La création du rapport de force et les véritables moyens de lutte se trouvent dans la rue en militant et en conscientisant les citoyens !

Rappelons-le, de nombreuses actions ont eu lieu à Namur depuis le vote surprise du Conseil communal le 29 juin dernier. Une action sit-in sur la place d’Armes avait attiré les regards et poussé le bourgmestre empêché de l’époque, Maxime Prévot, à organiser une rencontre avec les troublions (voir notre rapport d’action « Namur : la majorité communale sous pression populaire après l’interdiction de la mendicité LIEN DANS ARTICLE https://fr.socialisme.be/31933/namur-interdiction-mendicite »). De nombreuses autres actions ont maintenu la pression sur la majorité : le 11 juillet, près de 100 personnes s’étaient rassemblées devant le parlement wallon afin de scander leur désaccord avec le règlement. Le 12 juillet, une action mendicité pour récolter des fonds afin d’imprimer des tracts et produire des tee-shirts permit une nouvelle initiative le 15 juillet au marché de Namur, couplée d’une pétition. Au festival Esperanzah, celle-ci recueilli pas moins de mille signatures. Parallèlement, un squat fut ouvert le dimanche 13 août en réponse à la fermeture annuelle de l’abris de nuit (voir plus bas).

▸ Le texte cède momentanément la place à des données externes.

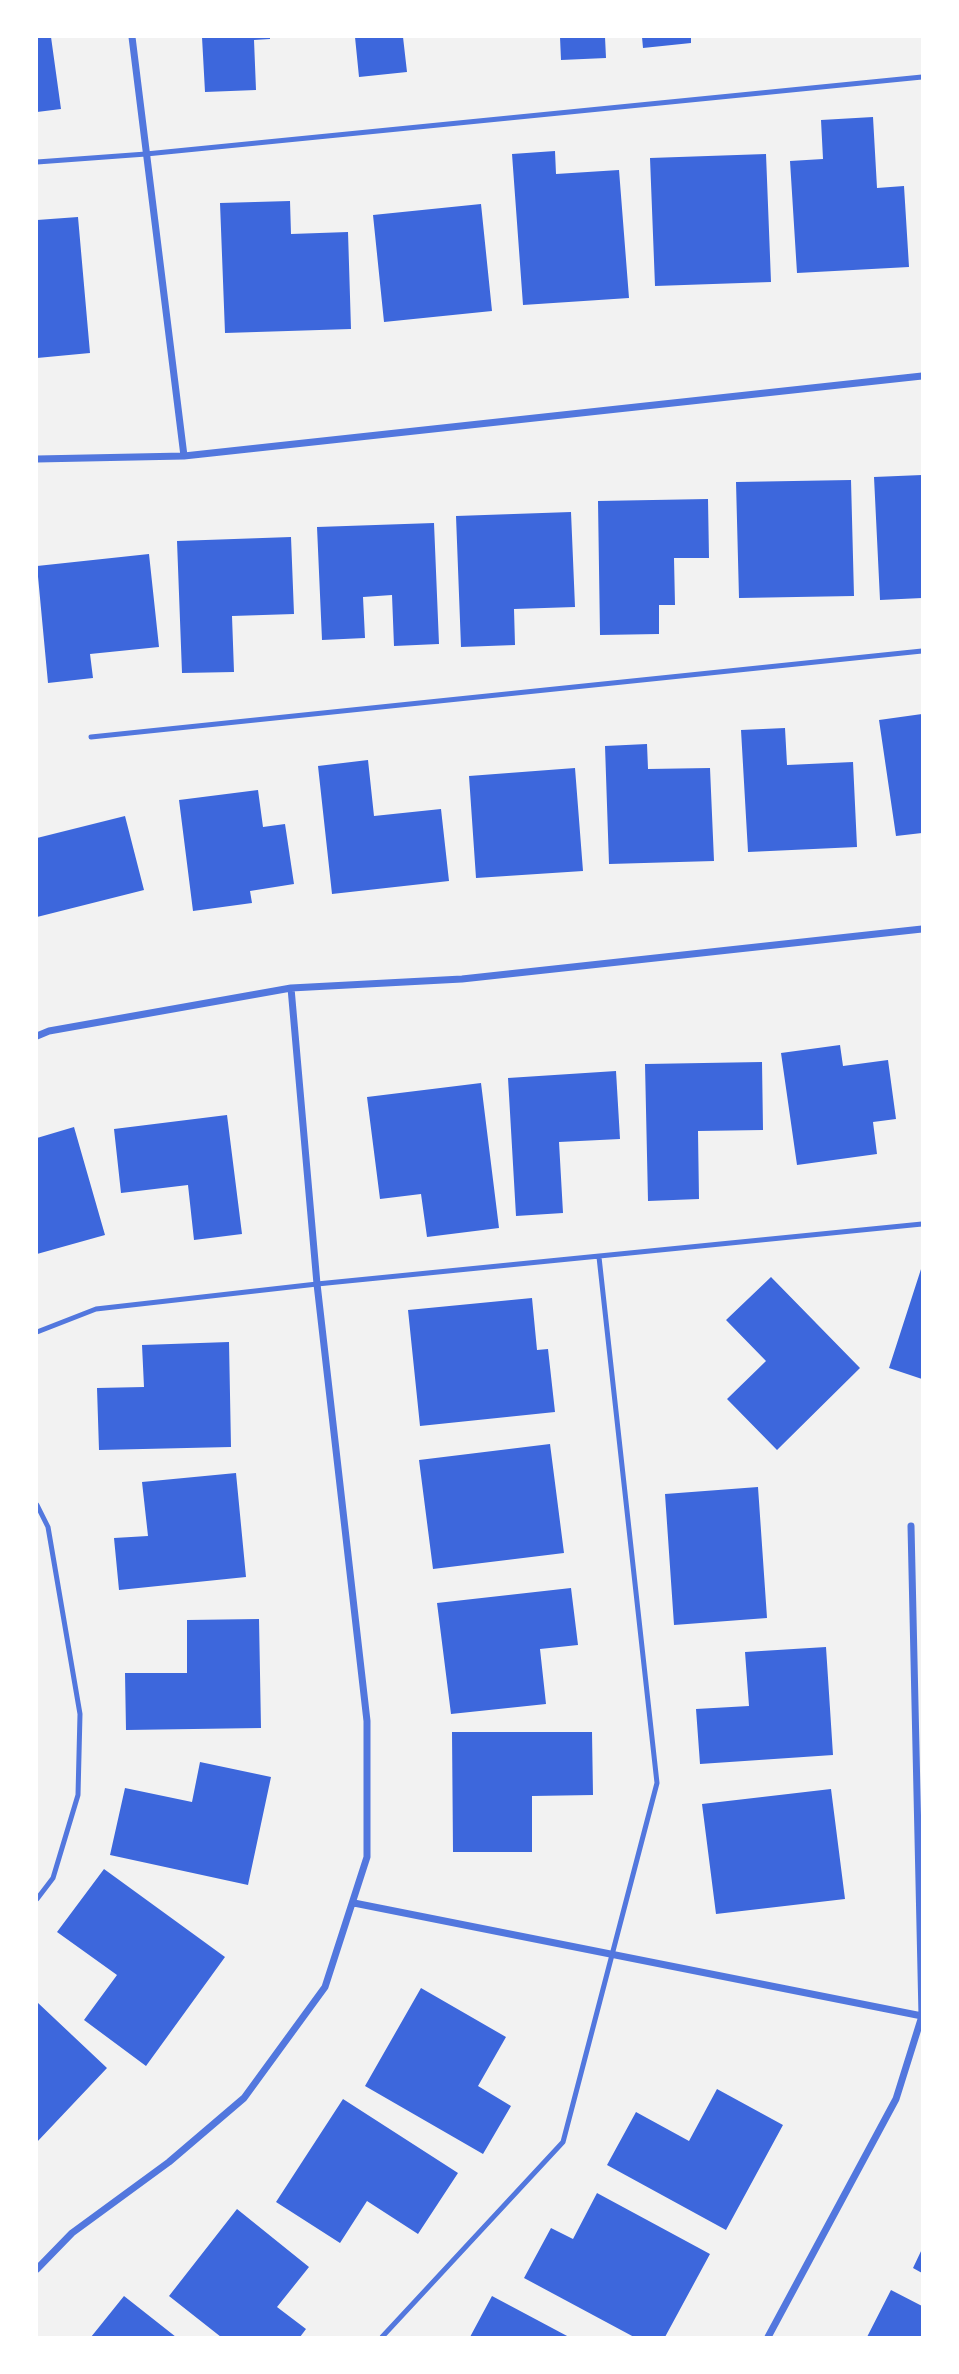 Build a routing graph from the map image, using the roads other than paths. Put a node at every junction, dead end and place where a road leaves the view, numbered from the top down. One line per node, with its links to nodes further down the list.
1 (132, 37): 3 (street)
2 (922, 77): 3 (lane)
3 (146, 154): 4 (lane); 6 (street)
4 (37, 162)
5 (922, 376): 6 (street)
6 (184, 456): 7 (street)
7 (37, 459)
8 (922, 651): 9 (lane)
9 (91, 737)
10 (922, 929): 11 (street)
11 (291, 988): 12 (street); 15 (street)
12 (37, 1035)
13 (922, 1224): 14 (lane)
14 (599, 1256): 15 (lane); 21 (lane)
15 (317, 1284): 16 (lane); 20 (street)
16 (37, 1332)
17 (37, 1505): 19 (lane)
18 (911, 1526): 22 (street)
19 (37, 1899)
20 (354, 1903): 21 (street); 23 (street)
21 (610, 1954): 22 (street); 24 (lane)
22 (922, 2016): 25 (street)
23 (37, 2269)
24 (382, 2337)
25 (768, 2337)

Entre-temps, nos camarades aidèrent à la rédaction d’une lettre appelant à la convocation d’un Conseil communal d’urgence, retournant l’arsenal législatif de l’état bourgeois contre lui-même. Cette lettre se diffusa largement dans les médias (l’Avenir édition du 05/08/2017 et La Libre édition du 08/08/2017) et accentua un peu plus la pression sur le Collège de la ville de Namur. Aussi, ils tinrent informer le service indépendant de lutte contre la discrimination, UNIA, afin qu’un avis juridique favorable soit rendu sur la question. Résultat : le règlement ne fut pour ainsi dire pas appliqué durant toute sa période de mise en vigueur (du 30 juin au 30 septembre) mais n’a pas pour autant été abrogé.

Les partis traditionnels tentent de récupérer les arguments de la rue à leur profit durant la rentrée politique du Conseil communal du 7 septembre

Le règlement n’ayant pas été abrogé, une membre du collectif des Mendiants d’Humanité fit une interpellation citoyenne en son nom propre, demandant l’abrogation pure et simple, en reprenant les arguments issus de la lettre diffusée dans la presse, et remit une pétition de 3000 signatures dans les mains de Maxime Prévot.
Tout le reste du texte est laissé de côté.